(Data records begins)
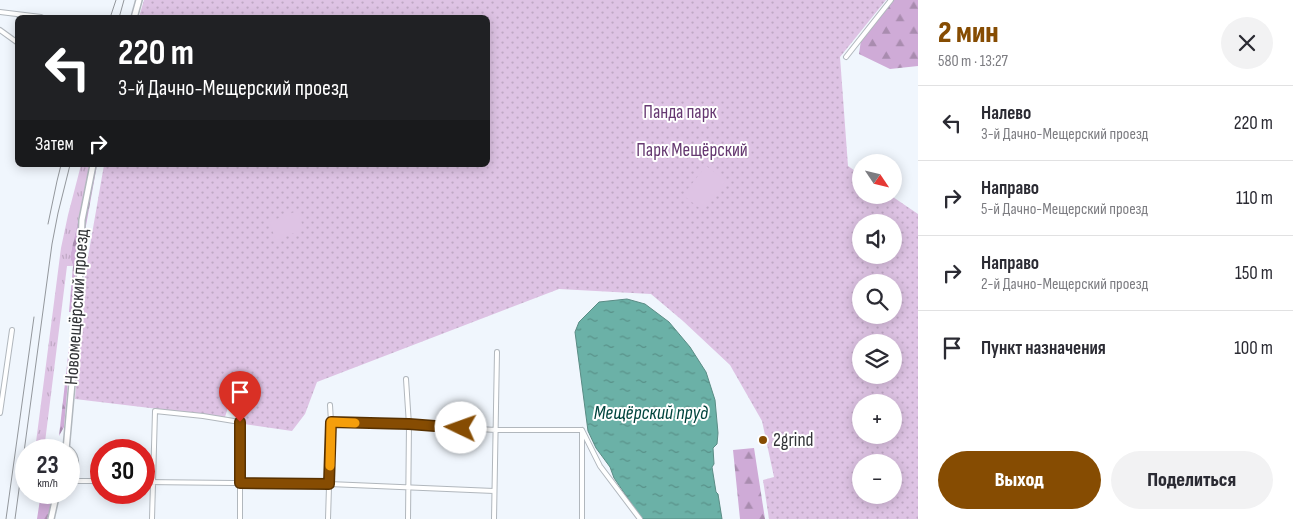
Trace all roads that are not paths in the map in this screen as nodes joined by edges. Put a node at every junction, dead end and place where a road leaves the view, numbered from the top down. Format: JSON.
{"nodes":[{"id":1,"x":140,"y":0,"type":"edge"},
{"id":2,"x":891,"y":0,"type":"edge"},
{"id":3,"x":0,"y":12,"type":"edge"},
{"id":4,"x":25,"y":15,"type":"edge"},
{"id":5,"x":135,"y":15,"type":"edge"},
{"id":6,"x":0,"y":30,"type":"edge"},
{"id":7,"x":15,"y":41,"type":"edge"},
{"id":8,"x":846,"y":58,"type":"dead end"},
{"id":9,"x":93,"y":167,"type":"edge"},
{"id":10,"x":12,"y":330,"type":"dead end"},
{"id":11,"x":497,"y":352,"type":"dead end"},
{"id":12,"x":406,"y":379,"type":"dead end"},
{"id":13,"x":330,"y":405,"type":"dead end"},
{"id":14,"x":0,"y":413,"type":"edge"},
{"id":15,"x":331,"y":422,"type":"junction"},
{"id":16,"x":409,"y":424,"type":"junction"},
{"id":17,"x":496,"y":430,"type":"junction"},
{"id":18,"x":582,"y":430,"type":"junction"},
{"id":19,"x":67,"y":439,"type":"edge"},
{"id":20,"x":154,"y":439,"type":"edge"},
{"id":21,"x":155,"y":482,"type":"edge"},
{"id":22,"x":240,"y":483,"type":"junction"},
{"id":23,"x":329,"y":484,"type":"junction"},
{"id":24,"x":408,"y":487,"type":"junction"},
{"id":25,"x":494,"y":491,"type":"junction"},
{"id":26,"x":54,"y":504,"type":"edge"},
{"id":27,"x":152,"y":504,"type":"edge"},
{"id":28,"x":51,"y":519,"type":"edge"},
{"id":29,"x":152,"y":519,"type":"edge"},
{"id":30,"x":240,"y":519,"type":"edge"},
{"id":31,"x":328,"y":519,"type":"edge"},
{"id":32,"x":408,"y":519,"type":"edge"},
{"id":33,"x":494,"y":519,"type":"edge"},
{"id":34,"x":582,"y":519,"type":"edge"},
{"id":35,"x":640,"y":519,"type":"edge"}],
"edges":[{"from":1,"to":5,"type":"street"},
{"from":2,"to":8,"type":"street"},
{"from":3,"to":4,"type":"street"},
{"from":6,"to":7,"type":"street"},
{"from":9,"to":19,"type":"street","name":"Новомещёрский проезд"},
{"from":10,"to":14,"type":"street"},
{"from":11,"to":17,"type":"street"},
{"from":12,"to":16,"type":"street"},
{"from":13,"to":15,"type":"street"},
{"from":15,"to":16,"type":"street"},
{"from":15,"to":23,"type":"street"},
{"from":16,"to":17,"type":"street"},
{"from":16,"to":24,"type":"street"},
{"from":17,"to":18,"type":"street"},
{"from":17,"to":25,"type":"street"},
{"from":18,"to":34,"type":"street"},
{"from":18,"to":35,"type":"street"},
{"from":20,"to":22,"type":"street"},
{"from":21,"to":22,"type":"street"},
{"from":22,"to":23,"type":"street"},
{"from":22,"to":30,"type":"street"},
{"from":23,"to":24,"type":"street"},
{"from":23,"to":31,"type":"street"},
{"from":24,"to":25,"type":"street"},
{"from":24,"to":32,"type":"street"},
{"from":25,"to":33,"type":"street"},
{"from":26,"to":28,"type":"street"},
{"from":27,"to":29,"type":"street"}]}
(Data records ends)
_What you need to do_
An exact copy of every record above is required, with all pictures omitted.

_Answer box_
Trace all roads that are not paths in the map in this screen as nodes joined by edges. Put a node at every junction, dead end and place where a road leaves the view, numbered from the top down. Format: JSON.
{"nodes":[{"id":1,"x":140,"y":0,"type":"edge"},
{"id":2,"x":891,"y":0,"type":"edge"},
{"id":3,"x":0,"y":12,"type":"edge"},
{"id":4,"x":25,"y":15,"type":"edge"},
{"id":5,"x":135,"y":15,"type":"edge"},
{"id":6,"x":0,"y":30,"type":"edge"},
{"id":7,"x":15,"y":41,"type":"edge"},
{"id":8,"x":846,"y":58,"type":"dead end"},
{"id":9,"x":93,"y":167,"type":"edge"},
{"id":10,"x":12,"y":330,"type":"dead end"},
{"id":11,"x":497,"y":352,"type":"dead end"},
{"id":12,"x":406,"y":379,"type":"dead end"},
{"id":13,"x":330,"y":405,"type":"dead end"},
{"id":14,"x":0,"y":413,"type":"edge"},
{"id":15,"x":331,"y":422,"type":"junction"},
{"id":16,"x":409,"y":424,"type":"junction"},
{"id":17,"x":496,"y":430,"type":"junction"},
{"id":18,"x":582,"y":430,"type":"junction"},
{"id":19,"x":67,"y":439,"type":"edge"},
{"id":20,"x":154,"y":439,"type":"edge"},
{"id":21,"x":155,"y":482,"type":"edge"},
{"id":22,"x":240,"y":483,"type":"junction"},
{"id":23,"x":329,"y":484,"type":"junction"},
{"id":24,"x":408,"y":487,"type":"junction"},
{"id":25,"x":494,"y":491,"type":"junction"},
{"id":26,"x":54,"y":504,"type":"edge"},
{"id":27,"x":152,"y":504,"type":"edge"},
{"id":28,"x":51,"y":519,"type":"edge"},
{"id":29,"x":152,"y":519,"type":"edge"},
{"id":30,"x":240,"y":519,"type":"edge"},
{"id":31,"x":328,"y":519,"type":"edge"},
{"id":32,"x":408,"y":519,"type":"edge"},
{"id":33,"x":494,"y":519,"type":"edge"},
{"id":34,"x":582,"y":519,"type":"edge"},
{"id":35,"x":640,"y":519,"type":"edge"}],
"edges":[{"from":1,"to":5,"type":"street"},
{"from":2,"to":8,"type":"street"},
{"from":3,"to":4,"type":"street"},
{"from":6,"to":7,"type":"street"},
{"from":9,"to":19,"type":"street","name":"Новомещёрский проезд"},
{"from":10,"to":14,"type":"street"},
{"from":11,"to":17,"type":"street"},
{"from":12,"to":16,"type":"street"},
{"from":13,"to":15,"type":"street"},
{"from":15,"to":16,"type":"street"},
{"from":15,"to":23,"type":"street"},
{"from":16,"to":17,"type":"street"},
{"from":16,"to":24,"type":"street"},
{"from":17,"to":18,"type":"street"},
{"from":17,"to":25,"type":"street"},
{"from":18,"to":34,"type":"street"},
{"from":18,"to":35,"type":"street"},
{"from":20,"to":22,"type":"street"},
{"from":21,"to":22,"type":"street"},
{"from":22,"to":23,"type":"street"},
{"from":22,"to":30,"type":"street"},
{"from":23,"to":24,"type":"street"},
{"from":23,"to":31,"type":"street"},
{"from":24,"to":25,"type":"street"},
{"from":24,"to":32,"type":"street"},
{"from":25,"to":33,"type":"street"},
{"from":26,"to":28,"type":"street"},
{"from":27,"to":29,"type":"street"}]}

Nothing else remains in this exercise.